M. Assouline et Mme Blondin m'interrogent sur l'indépendance éditoriale. Nous avons été très attentifs aux débats de ces dernières semaines sur le sujet. M. Bolloré a été entendu par le CSA le 24 septembre dernier, et nous avons décidé de constituer un groupe de travail réunissant les plus hauts responsables de l'administration du CSA, conduits par le directeur général, et les plus hauts responsables du groupe Canal +. Ce groupe de travail s'est déjà réuni à deux reprises, la semaine dernière et ce matin même. Son objectif est d'aboutir, madame la sénatrice Blondin, dans les prochaines semaines. Outre la question du comité d'éthique - qui n'est pas purement interne à la société, car le CSA a des moyens d'action sur sa composition, son fonctionnement, ses rapports et ses évaluations -, nous avons discuté de l'adoption d'une éventuelle charte - vous savez qu'il en a existé une à Canal +, à laquelle il a été mis fin en 2005, sous la présidence de M. Baudis. D'ores et déjà, l'article 7 de la convention de 2000 modifiée signée avec Canal + introduit une référence au principe constitutionnel de l'indépendance éditoriale de la société. Par ailleurs, la convention avec iTELE est plus précise encore, puisqu'elle fait référence au problème des relations entre les activités d'édition et les activités de distribution de services de communication audiovisuelle développés par ailleurs. Enfin, nous avons signé des conventions avec les groupes TF1 et M6, qui comportent chacune un article 6 relatif à l'indépendance éditoriale plus précis encore.

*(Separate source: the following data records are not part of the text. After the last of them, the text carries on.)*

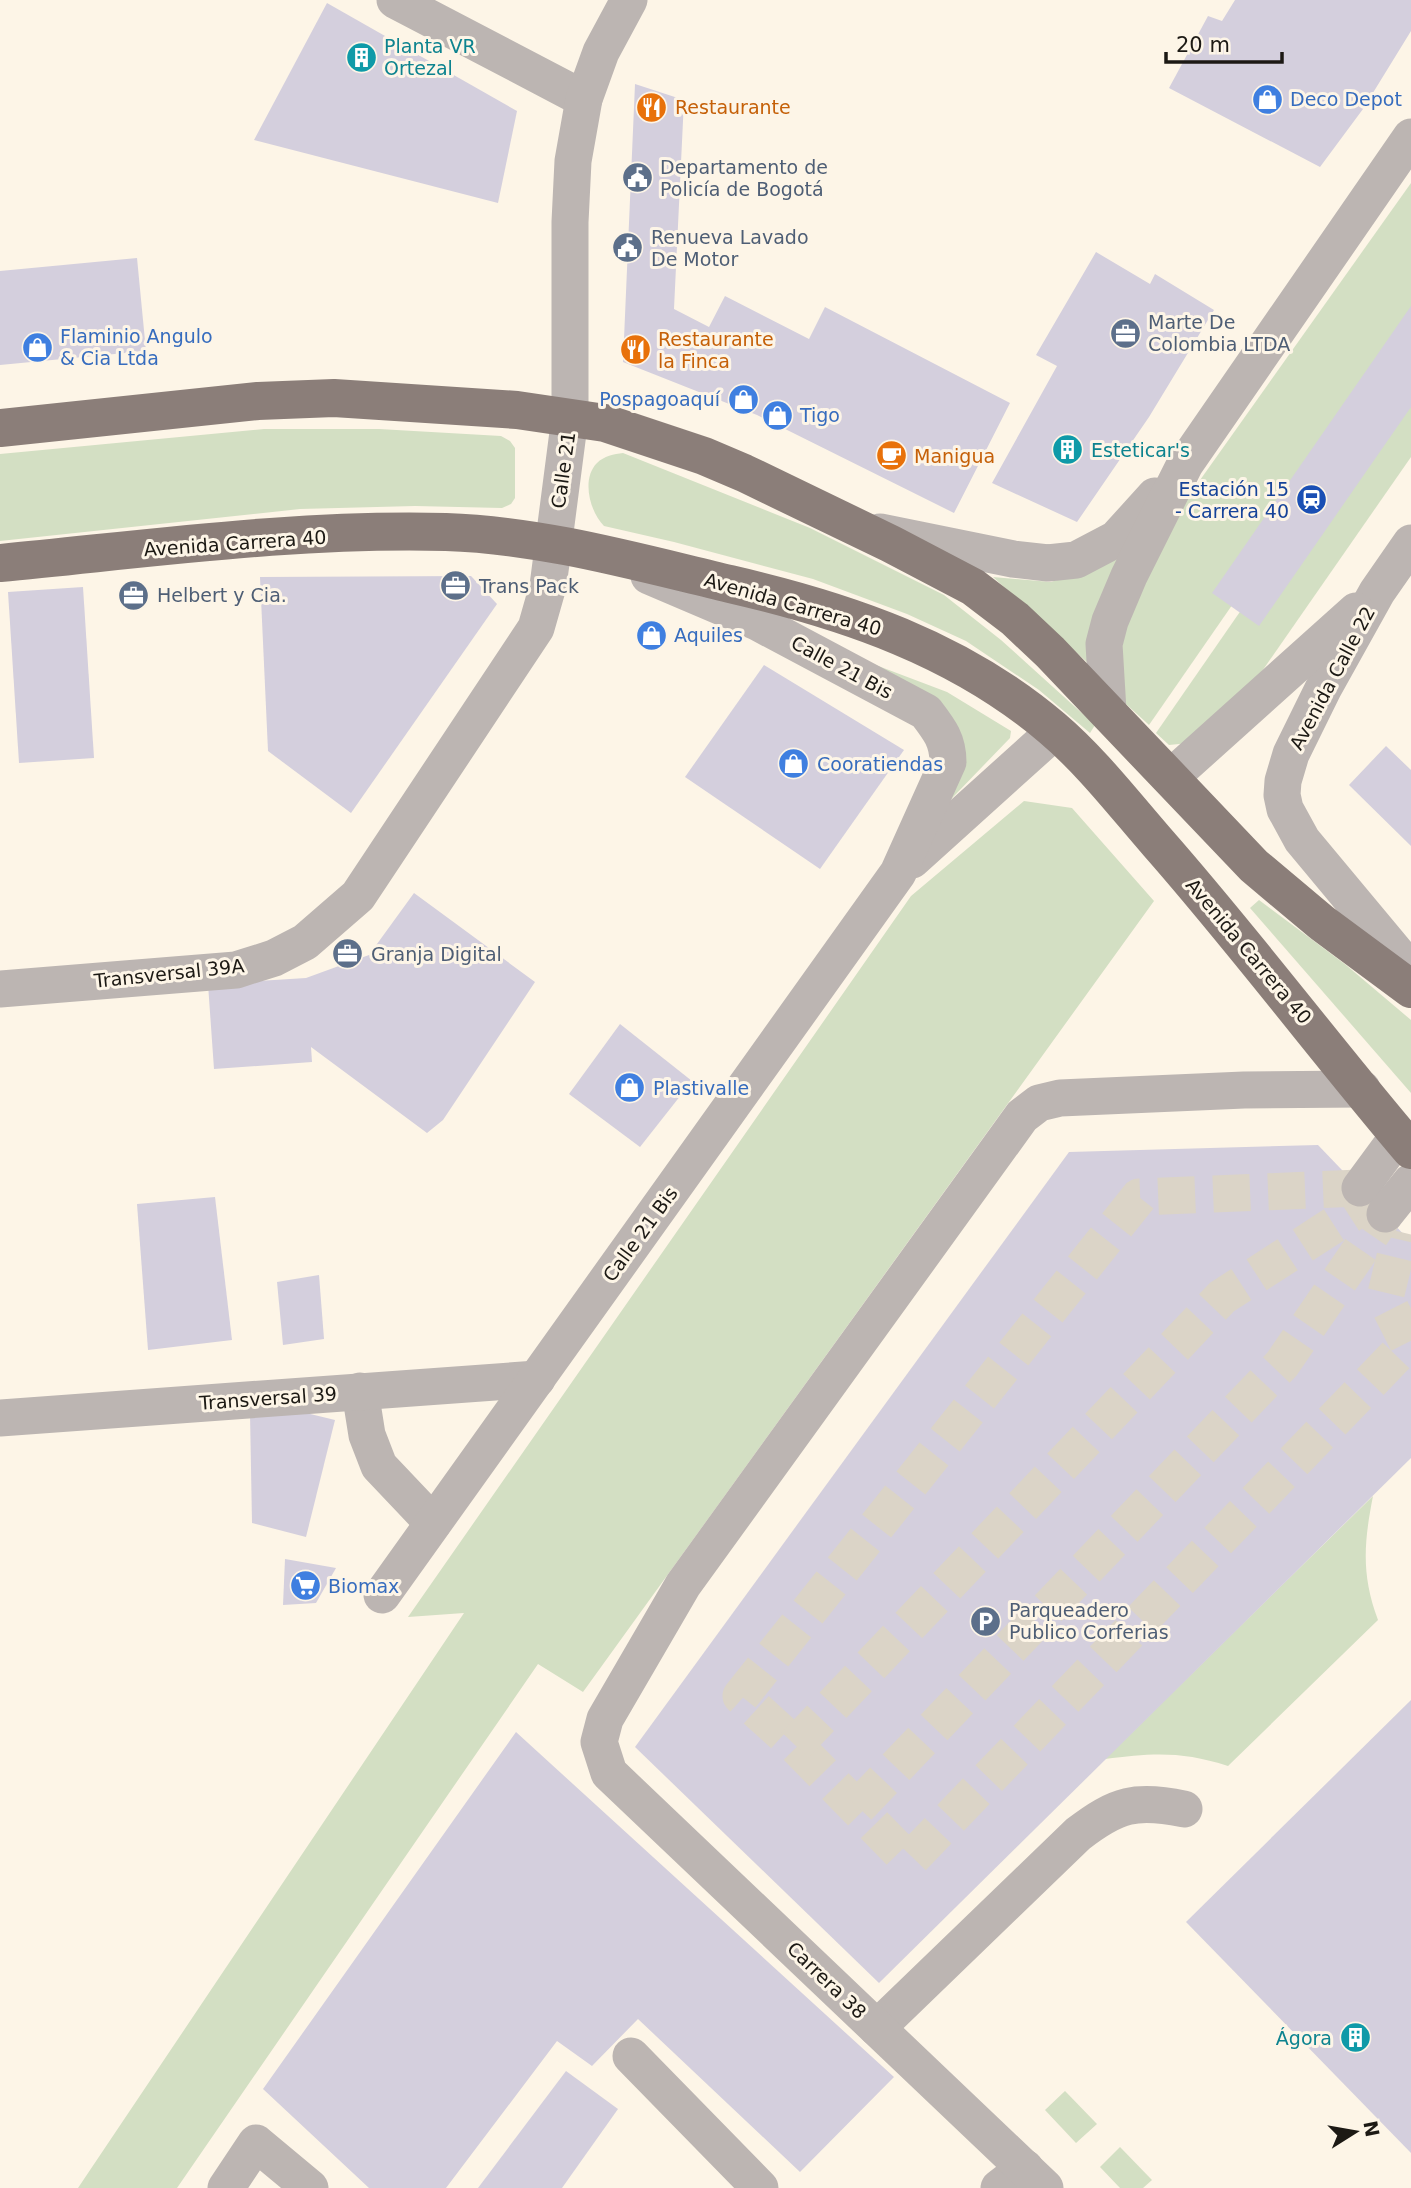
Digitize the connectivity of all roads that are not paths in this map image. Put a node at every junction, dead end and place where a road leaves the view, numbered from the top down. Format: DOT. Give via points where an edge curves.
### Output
graph roads {
  1 [pos="395,0"];
  2 [pos="629,0"];
  3 [pos="584,99"];
  4 [pos="1411,137"];
  5 [pos="570,417"];
  6 [pos="0,428"];
  7 [pos="1185,464"];
  8 [pos="857,528"];
  9 [pos="552,543"];
  10 [pos="1411,543"];
  11 [pos="594,552"];
  12 [pos="0,564"];
  13 [pos="1377,592"];
  14 [pos="1108,711"];
  15 [pos="1055,731"];
  16 [pos="1170,778"];
  17 [pos="898,873"];
  18 [pos="358,896"];
  19 [pos="1411,971"];
  20 [pos="0,989"];
  21 [pos="1411,989"];
  22 [pos="1363,1089"];
  23 [pos="1407,1147"];
  24 [pos="1411,1182"];
  25 [pos="1386,1211"];
  26 [pos="537,1379"];
  27 [pos="360,1391"];
  28 [pos="0,1418"];
  29 [pos="433,1524"];
  30 [pos="382,1595"];
  31 [pos="1184,1809"];
  32 [pos="877,2028"];
  33 [pos="631,2056"];
  34 [pos="1023,2181"];
  35 [pos="226,2188"];
  36 [pos="310,2188"];
  37 [pos="758,2188"];
  1 -- 3 [label="street"];
  2 -- 3 [label="street, Calle 21" via="601,52"];
  3 -- 5 [label="street, Calle 21" via="573,161 570,222"];
  4 -- 7 [label="street"];
  5 -- 6 [label="main road" via="334,398 258,401"];
  5 -- 8 [label="main road" via="704,456"];
  5 -- 9 [label="street, Calle 21"];
  7 -- 8 [label="street" via="1116,539 1076,559 1048,563 1013,559"];
  7 -- 14 [label="street" via="1110,621 1104,644"];
  8 -- 14 [label="main road" via="973,587 1041,643"];
  9 -- 11 [label="main road, Avenida Carrera 40"];
  9 -- 12 [label="main road, Avenida Carrera 40" via="446,532 273,537"];
  9 -- 18 [label="street, Calle 21" via="548,586 536,628"];
  10 -- 13 [label="street, Avenida Calle 22"];
  11 -- 15 [label="main road, Avenida Carrera 40" via="760,590 869,623 984,677"];
  11 -- 17 [label="street, Calle 21 Bis" via="757,622 926,712 944,737 948,762"];
  13 -- 16 [label="street, Avenida Calle 22"];
  13 -- 19 [label="street, Avenida Calle 22" via="1291,754 1282,795 1302,840"];
  14 -- 16 [label="main road"];
  15 -- 17 [label="street, Calle 21 Bis"];
  15 -- 22 [label="main road, Avenida Carrera 40" via="1204,896"];
  16 -- 21 [label="main road" via="1254,866"];
  17 -- 26 [label="street, Calle 21 Bis"];
  18 -- 20 [label="street, Transversal 39A" via="305,942 236,970"];
  22 -- 23 [label="main road, Avenida Carrera 40"];
  22 -- 32 [label="street, Carrera 38" via="1060,1098 1039,1103 1022,1116 683,1585 605,1719 599,1742 609,1773"];
  23 -- 25 [label="street"];
  24 -- 25 [label="street"];
  26 -- 27 [label="street, Transversal 39"];
  26 -- 29 [label="street, Calle 21 Bis"];
  27 -- 28 [label="street, Transversal 39"];
  27 -- 29 [label="street" via="367,1435 379,1466"];
  29 -- 30 [label="street, Calle 21 Bis"];
  31 -- 32 [label="street" via="1132,1805 1104,1814"];
  32 -- 34 [label="street, Carrera 38"];
  33 -- 37 [label="street"];
  35 -- 36 [label="street" via="256,2143"];
}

Nous agissons dans une optique de régulation, par la négociation, dans un souci de persuasion et je dois dire que nos interlocuteurs sont, dans ce dialogue, extrêmement diligents. Je suis régulièrement en contact avec M. Bolloré, qui insiste sur l'importance des investissements qu'il est prêt à consentir, notamment dans le cadre du changement nécessaire des décodeurs, pour 1 milliard d'euros, et dans celui des investissements de contenu, pour la même somme. Mais ces engagements économiques, dont nous mesurons la portée, doivent se doubler du respect des principes éthiques qui garantissent l'honnêteté, le pluralisme et la qualité de l'information. J'ai bien noté que la ministre de la culture et de la communication a évoqué la possibilité d'une disposition législative. La représentation nationale sera juge du résultat des négociations que nous menons actuellement avec Canal + pour obtenir des résultats tangibles. Cela étant, nos pouvoirs, comme vous l'avez souligné, monsieur le sénateur Assouline, s'arrêtent à la diffusion à l'antenne. Nous n'avons pas de levier sur le fonctionnement des éditeurs pour la fabrication des émissions. Or, l'audiovisuel est une chaîne qui, outre les éditeurs, passe par les producteurs, les scénaristes, les ayants droit, les diffuseurs, les annonceurs. La régulation économique devrait porter sur l'ensemble de la chaîne.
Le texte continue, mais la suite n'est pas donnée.